Kavira is one of 335 workers recruited to rehabilitate the Buturande Bridge, 153 of whom are considered vulnerable women that include those internally displaced, and military and non-military widows. The rest are men from the Rutshuru neighborhoods of Buzito, Murambi and Giseguru.
Kavira’s daily earnings are 4,800 Congolese Francs ($4). She sets aside $2 each day to help with future expenses and to one day start her own small business, she says.
Kavira’s time as a laborer on the project is limited to 70 days. After that participants are obliged to cede the place to other vulnerable women who in turn can earn money from working on the bridge.
Rebuilding the bridge is a joint project funded by the Japanese government and carried out by the Centre D’Intervention et de Promotion Sociale Participative, a local community development organization in Rutshuru and surrounding areas.
The objective is not only to reconstruct the bridge, says Jean Marie Moké, supervisor of the Buturande Bridge rehabilitation work.
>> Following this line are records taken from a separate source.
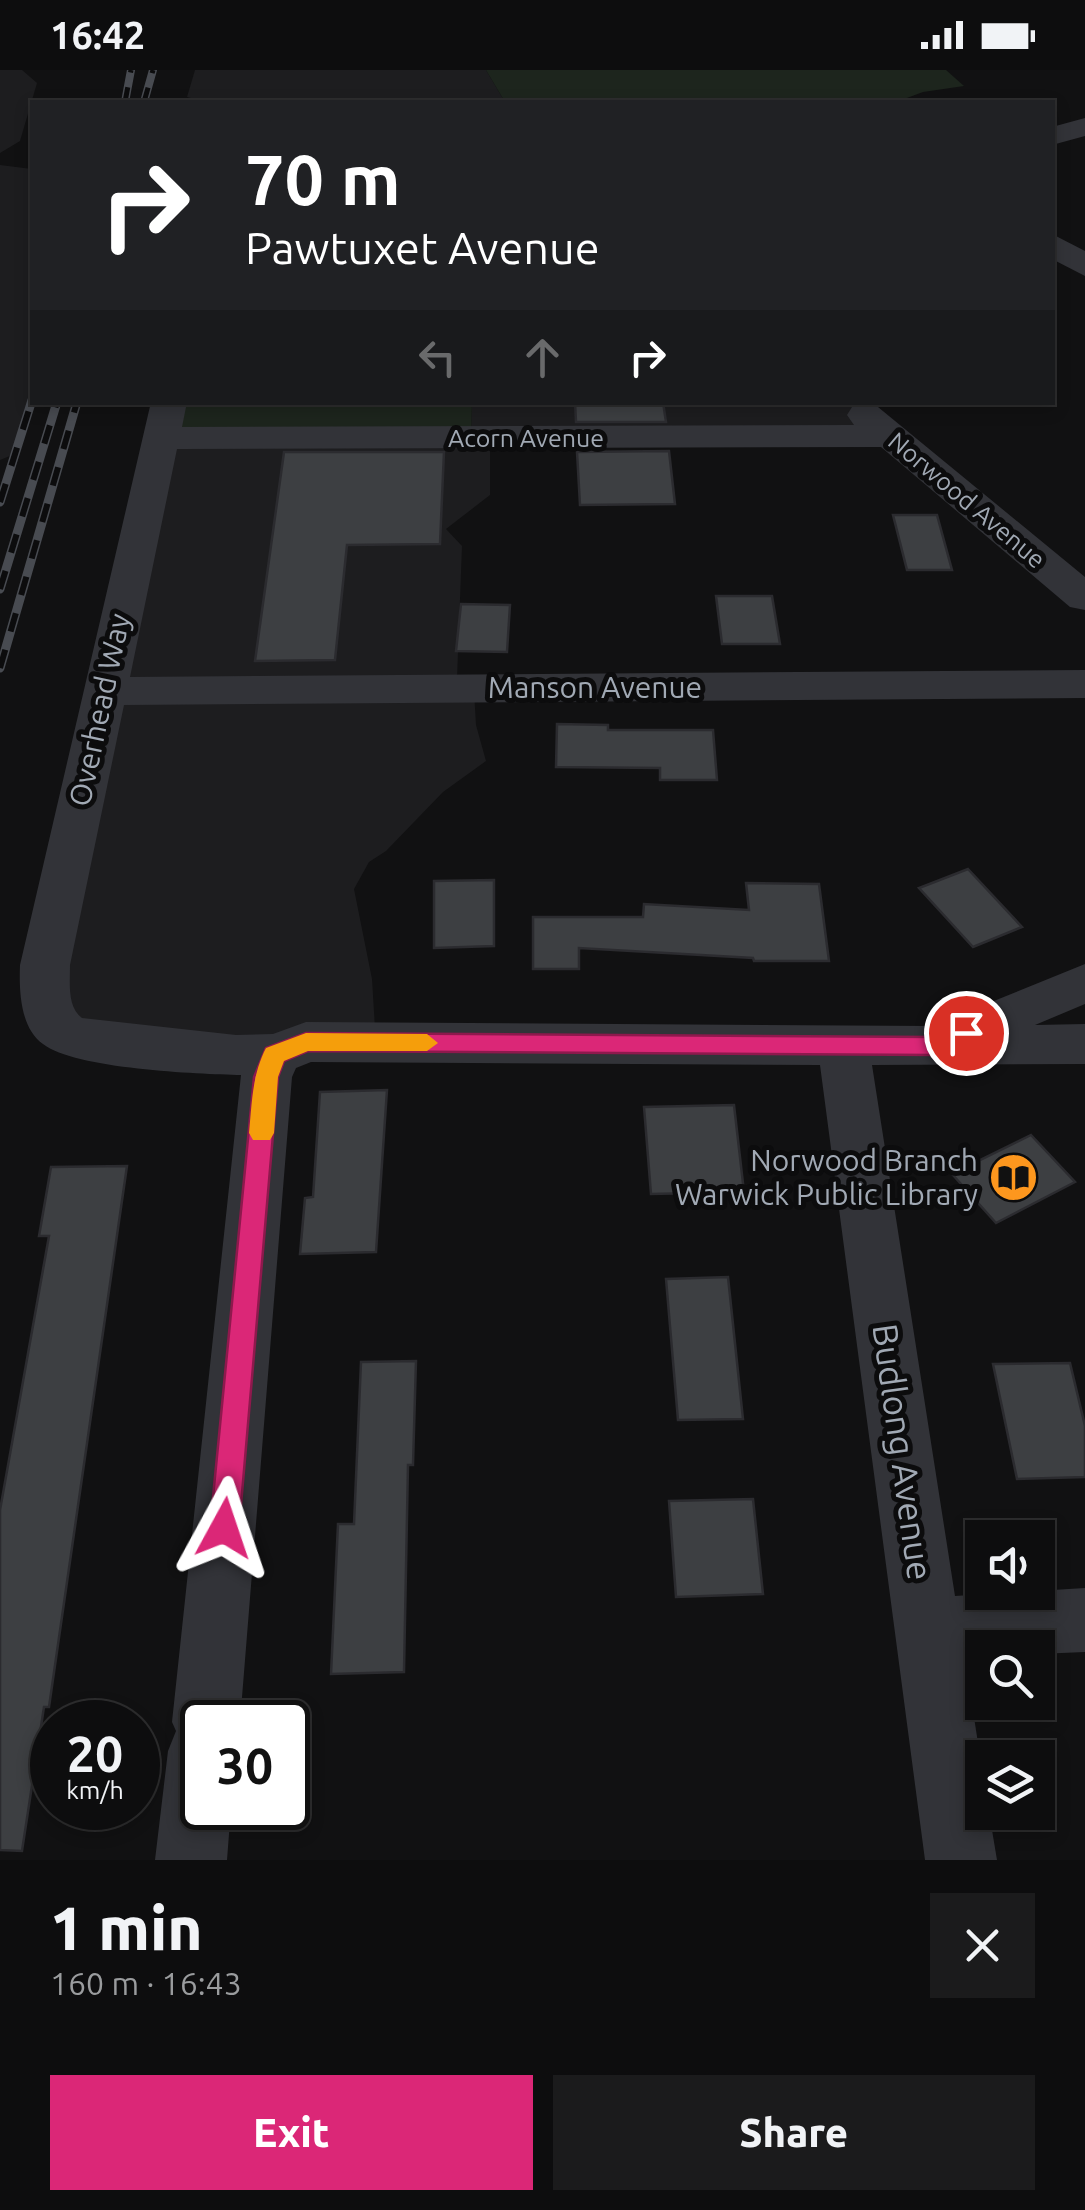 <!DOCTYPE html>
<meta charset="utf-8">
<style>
:root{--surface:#0d0d0e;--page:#1b1b1c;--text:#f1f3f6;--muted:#9a9c9e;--line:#2d2d2e;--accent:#db2777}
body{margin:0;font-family:Ubuntu,sans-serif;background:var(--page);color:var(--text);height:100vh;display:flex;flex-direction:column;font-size:38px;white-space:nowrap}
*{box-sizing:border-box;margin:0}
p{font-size:32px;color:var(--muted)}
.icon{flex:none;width:55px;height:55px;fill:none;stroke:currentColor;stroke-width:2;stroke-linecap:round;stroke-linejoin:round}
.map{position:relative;height:1790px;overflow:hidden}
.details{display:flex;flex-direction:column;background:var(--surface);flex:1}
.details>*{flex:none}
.top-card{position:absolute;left:30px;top:30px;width:1025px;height:305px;border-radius:0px;box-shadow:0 5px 15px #0003,0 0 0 2px var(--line);background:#202124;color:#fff;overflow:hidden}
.buttons{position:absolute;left:965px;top:1450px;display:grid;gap:20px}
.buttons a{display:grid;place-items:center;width:90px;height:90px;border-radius:0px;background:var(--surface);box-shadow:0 5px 15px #0003,0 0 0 2px var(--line);font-size:50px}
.speed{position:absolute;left:30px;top:1630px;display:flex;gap:20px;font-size:50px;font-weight:700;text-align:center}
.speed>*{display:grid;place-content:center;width:130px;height:130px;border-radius:50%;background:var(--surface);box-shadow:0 5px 15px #0003,0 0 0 2px var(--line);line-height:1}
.speed small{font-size:25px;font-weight:400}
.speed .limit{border:5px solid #111;border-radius:15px;background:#fff;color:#111}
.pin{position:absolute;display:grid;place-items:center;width:85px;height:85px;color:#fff;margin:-42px;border:5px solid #fff;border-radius:50%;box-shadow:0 2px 10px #0007}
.me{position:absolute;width:110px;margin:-55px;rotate:5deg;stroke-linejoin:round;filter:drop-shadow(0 0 8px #0008)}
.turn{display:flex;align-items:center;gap:35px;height:210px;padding:0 50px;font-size:45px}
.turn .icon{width:130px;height:130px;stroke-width:2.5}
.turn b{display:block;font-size:70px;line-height:85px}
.lanes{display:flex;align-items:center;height:95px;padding:0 50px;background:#0003;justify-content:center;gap:50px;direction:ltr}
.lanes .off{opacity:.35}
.round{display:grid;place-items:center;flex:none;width:105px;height:105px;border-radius:0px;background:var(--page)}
.headline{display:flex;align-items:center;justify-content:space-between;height:170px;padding:0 50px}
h1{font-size:60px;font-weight:800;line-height:75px}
.button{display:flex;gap:20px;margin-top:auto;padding:20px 50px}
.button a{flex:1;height:115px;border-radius:0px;background:var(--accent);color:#fff;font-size:40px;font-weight:800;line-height:115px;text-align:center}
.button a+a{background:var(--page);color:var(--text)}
.status{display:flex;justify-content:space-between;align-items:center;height:70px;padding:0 50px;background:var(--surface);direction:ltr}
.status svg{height:28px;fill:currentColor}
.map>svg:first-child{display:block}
.built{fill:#1d1d1f}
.green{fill:#1d251d}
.building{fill:#3d3f42;stroke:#2b2b2f;stroke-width:2.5}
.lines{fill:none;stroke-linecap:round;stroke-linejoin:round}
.minor{fill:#323338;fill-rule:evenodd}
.rail-far1-casing{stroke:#484b51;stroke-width:8}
.rail-casing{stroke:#484b51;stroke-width:9}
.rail-far1{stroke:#0c0c0d;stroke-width:5;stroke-dasharray:15;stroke-linecap:butt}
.rail{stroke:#0c0c0d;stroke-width:6;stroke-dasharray:19;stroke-linecap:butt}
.route{fill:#db2777;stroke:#8e194d;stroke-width:2.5}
.slow{fill:#f59e0b}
.labels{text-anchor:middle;stroke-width:10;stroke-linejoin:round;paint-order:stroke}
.far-street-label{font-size:25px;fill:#a1a9b4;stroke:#0c0c0d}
.street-label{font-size:30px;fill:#a1a9b4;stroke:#0c0c0d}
.poi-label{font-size:30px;fill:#a1a9b4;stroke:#0c0c0d;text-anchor:end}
.near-street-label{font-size:35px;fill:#a1a9b4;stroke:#0c0c0d}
</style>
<div class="status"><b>16:42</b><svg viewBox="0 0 49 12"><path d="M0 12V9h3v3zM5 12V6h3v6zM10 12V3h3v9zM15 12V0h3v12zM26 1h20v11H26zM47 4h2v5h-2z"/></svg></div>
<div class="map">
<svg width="1085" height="1790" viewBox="0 0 1085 1790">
<rect width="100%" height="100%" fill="#111112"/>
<g class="built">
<path d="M 0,0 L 22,0 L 37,13 L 20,71 L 0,83 Z"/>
<path d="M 195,0 L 486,0 L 505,32 L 206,32 L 187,27 Z"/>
<path d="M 0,95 L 32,99 L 34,333 L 17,383 L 0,390 Z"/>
<path d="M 472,332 L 852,333 L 882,357 L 490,368 L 490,425 L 446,459 L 462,476 L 457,609 L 474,621 L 476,655 L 486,691 L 443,722 L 386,781 L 369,792 L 354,819 L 372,909 L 375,958 L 256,982 L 63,957 L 50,878 L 121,587 L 154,400 L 182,367 L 471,363 Z"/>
</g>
<g class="green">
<path d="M 486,0 L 946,0 L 964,16 L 923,22 L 896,32 L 505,32 Z"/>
<path d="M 171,332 L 472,333 L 471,364 L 182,367 Z"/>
</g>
<g class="building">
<path d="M 575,332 L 663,332 L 666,352 L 576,352 Z"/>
<path d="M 669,381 L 675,434 L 580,435 L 577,382 Z"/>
<path d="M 284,382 L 444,382 L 440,474 L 347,475 L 335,590 L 255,591 Z"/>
<path d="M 893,445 L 937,445 L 952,500 L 907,500 Z"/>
<path d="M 716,526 L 772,526 L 780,574 L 722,574 Z"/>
<path d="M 461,534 L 510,535 L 507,582 L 456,581 Z"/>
<path d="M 557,654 L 608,655 L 608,660 L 713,660 L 717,710 L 660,710 L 660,698 L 556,697 Z"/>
<path d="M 968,799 L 1022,857 L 973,877 L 919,818 Z"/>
<path d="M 494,810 L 494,876 L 434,878 L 434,811 Z"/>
<path d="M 746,813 L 819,814 L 829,891 L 754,891 L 753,888 L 579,878 L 579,899 L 533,899 L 533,847 L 643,847 L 644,834 L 749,840 Z"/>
<path d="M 387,1020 L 376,1182 L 300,1184 L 305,1128 L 313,1127 L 320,1022 Z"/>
<path d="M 734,1035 L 744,1122 L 651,1124 L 644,1037 Z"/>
<path d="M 1031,1065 L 1075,1112 L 996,1153 L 952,1104 Z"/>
<path d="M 127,1096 L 49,1637 L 44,1637 L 22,1781 L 0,1780 L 0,1440 L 49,1166 L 39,1166 L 51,1097 Z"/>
<path d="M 728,1207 L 743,1349 L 678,1350 L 666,1209 Z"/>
<path d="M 416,1291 L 413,1395 L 408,1395 L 404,1602 L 331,1604 L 338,1454 L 354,1454 L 361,1292 Z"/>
<path d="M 1070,1293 L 1085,1356 L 1085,1407 L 1017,1409 L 993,1294 Z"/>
<path d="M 753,1429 L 763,1524 L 676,1527 L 669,1431 Z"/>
</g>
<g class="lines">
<g class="minor">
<path d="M 1085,48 L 1085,66 L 1052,75 L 1052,57 Z"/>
<path d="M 1052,164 L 1085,181 L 1085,206 L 1052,189 Z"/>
<path d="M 151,332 L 187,332 L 182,357 L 854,355 L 847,345 L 852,337 L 865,334 L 878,337 L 1085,507 L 1085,540 L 1070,537 L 881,377 L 177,379 L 130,607 L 1085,600 L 1085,628 L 124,635 L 70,895 C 70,913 67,937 82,948 L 236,965 L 273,964 L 306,952 L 932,956 L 1085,894 L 1085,934 L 1035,955 L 1085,954 L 1085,994 L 872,995 L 955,1526 L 1085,1518 L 1085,1582 L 1038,1584 L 1038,1578 L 982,1578 L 982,1588 L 965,1589 L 982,1699 L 982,1742 L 989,1742 L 997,1790 L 925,1790 L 820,995 L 311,992 L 296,998 L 292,1007 L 240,1652 L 202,1652 L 202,1738 L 231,1738 L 227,1790 L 155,1790 L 168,1681 L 176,1661 L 172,1652 L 241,1005 C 198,1004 75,999 43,974 C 20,958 19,920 20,895 Z"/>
</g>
<defs>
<g id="rail-far1">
<path d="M 125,32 L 131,0"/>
<path d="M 144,32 L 153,0"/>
</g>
<g id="rail">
<path d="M 0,432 L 32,330"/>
<path d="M 0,519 L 57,332"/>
<path d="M 0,598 L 77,332"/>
</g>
</defs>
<use href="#rail-far1" class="rail-far1-casing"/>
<use href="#rail" class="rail-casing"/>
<use href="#rail-far1" class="rail-far1"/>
<use href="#rail" class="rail"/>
</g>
<path class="route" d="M 966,954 L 974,957 L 978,963 L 974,970 L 936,985 L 308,981 L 284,991 L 278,1007 L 239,1458 L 234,1467 L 224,1471 L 214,1467 L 210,1458 L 254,1007 L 266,978 L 306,963 L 934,967 Z"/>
<path class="slow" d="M 306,963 L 427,964 L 438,973 L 427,981 L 308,981 L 284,991 L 278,1007 L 274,1063 L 270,1070 L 253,1070 L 249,1063 C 252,1033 252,1005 266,978 Z"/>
<defs>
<symbol id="library-disc" viewBox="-11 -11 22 22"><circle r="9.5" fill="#fd971e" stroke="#0c0c0d"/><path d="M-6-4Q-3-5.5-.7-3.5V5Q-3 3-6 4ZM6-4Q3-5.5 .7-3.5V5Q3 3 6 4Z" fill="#111"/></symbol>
</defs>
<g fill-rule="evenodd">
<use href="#library-disc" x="986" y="1080" width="55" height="55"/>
</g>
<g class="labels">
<g class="far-street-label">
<text x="526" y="377">Acorn Avenue</text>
<text transform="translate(967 430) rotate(40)" y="9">Norwood Avenue</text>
</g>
<g class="street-label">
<text x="595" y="628">Manson Avenue</text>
<text transform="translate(100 640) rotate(-78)" y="10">Overhead Way</text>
</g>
<g class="poi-label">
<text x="978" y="1101">Norwood Branch<tspan x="978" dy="34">Warwick Public Library</tspan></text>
</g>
<g class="near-street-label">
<text transform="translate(902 1382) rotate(82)" y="12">Budlong Avenue</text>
</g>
</g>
</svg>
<div class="buttons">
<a><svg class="icon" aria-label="sound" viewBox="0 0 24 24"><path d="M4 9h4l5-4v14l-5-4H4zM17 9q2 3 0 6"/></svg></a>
<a><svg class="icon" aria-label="search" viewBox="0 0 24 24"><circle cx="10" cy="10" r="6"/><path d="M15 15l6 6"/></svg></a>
<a><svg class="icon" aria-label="layers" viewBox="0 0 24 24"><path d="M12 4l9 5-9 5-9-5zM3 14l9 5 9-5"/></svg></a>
</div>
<div class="speed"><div>20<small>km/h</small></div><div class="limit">30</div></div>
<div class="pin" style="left:966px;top:963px;background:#d93025"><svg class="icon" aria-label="arrive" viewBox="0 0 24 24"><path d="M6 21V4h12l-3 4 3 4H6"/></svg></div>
<svg class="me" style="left:224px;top:1458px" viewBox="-20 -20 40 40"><path d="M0-17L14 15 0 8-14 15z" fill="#db2777" stroke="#fff" stroke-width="4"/></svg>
<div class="top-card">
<div class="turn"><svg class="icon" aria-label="right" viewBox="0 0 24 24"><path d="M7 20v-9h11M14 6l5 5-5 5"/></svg><div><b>70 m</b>Pawtuxet Avenue</div></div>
<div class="lanes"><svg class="icon off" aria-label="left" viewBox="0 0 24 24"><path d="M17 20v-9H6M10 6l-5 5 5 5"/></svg><svg class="icon off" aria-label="ahead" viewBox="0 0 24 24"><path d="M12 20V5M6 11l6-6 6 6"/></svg><svg class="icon" aria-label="right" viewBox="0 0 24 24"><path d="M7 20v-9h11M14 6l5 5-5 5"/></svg></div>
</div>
</div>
<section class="details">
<div class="headline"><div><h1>1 min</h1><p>160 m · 16:43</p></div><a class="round"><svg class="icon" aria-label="close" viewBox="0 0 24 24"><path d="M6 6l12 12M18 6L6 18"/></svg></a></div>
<div class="button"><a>Exit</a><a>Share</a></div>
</section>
It is also to employ vulnerable women and show that women are capable of working on construction and other community rebuilding projects irrespective of origin, tribe, race or sex, he says.
The number of women working on the crew in an area where most women work as traders or grow crops is unusual, says Chrisostome Mulenga, a resident of Rutshuru. “It is an innovation indeed.”
Because men monopolize most road and bridge work in DRC, “seeing passionate women working hard on construction sites is a new phenomenon and they deserve our encouragement,” says Julien Ndakola, a resident of the nearby Buzito neighborhood.
As for Kavira, the money earned helps pay for her family’s necessities. She plans to return to Beni once peace is restored.
“I want nothing more than to return home, and dig my fields and feed my kids without any hindrance,” she says.
Locals hail the rehabilitation of the Buturande Bridge, abandoned since 2004.
“We’re thrilled to see that once again we are going to use this bridge after so many years,” says Paul Banyungu, who lives nearby. “I could only see people moving on the other side without being able to cross it. Now that the rehabilitation works have started, I have hope.”
Ndayaho Sylvestre, GPJ, translated this article from French.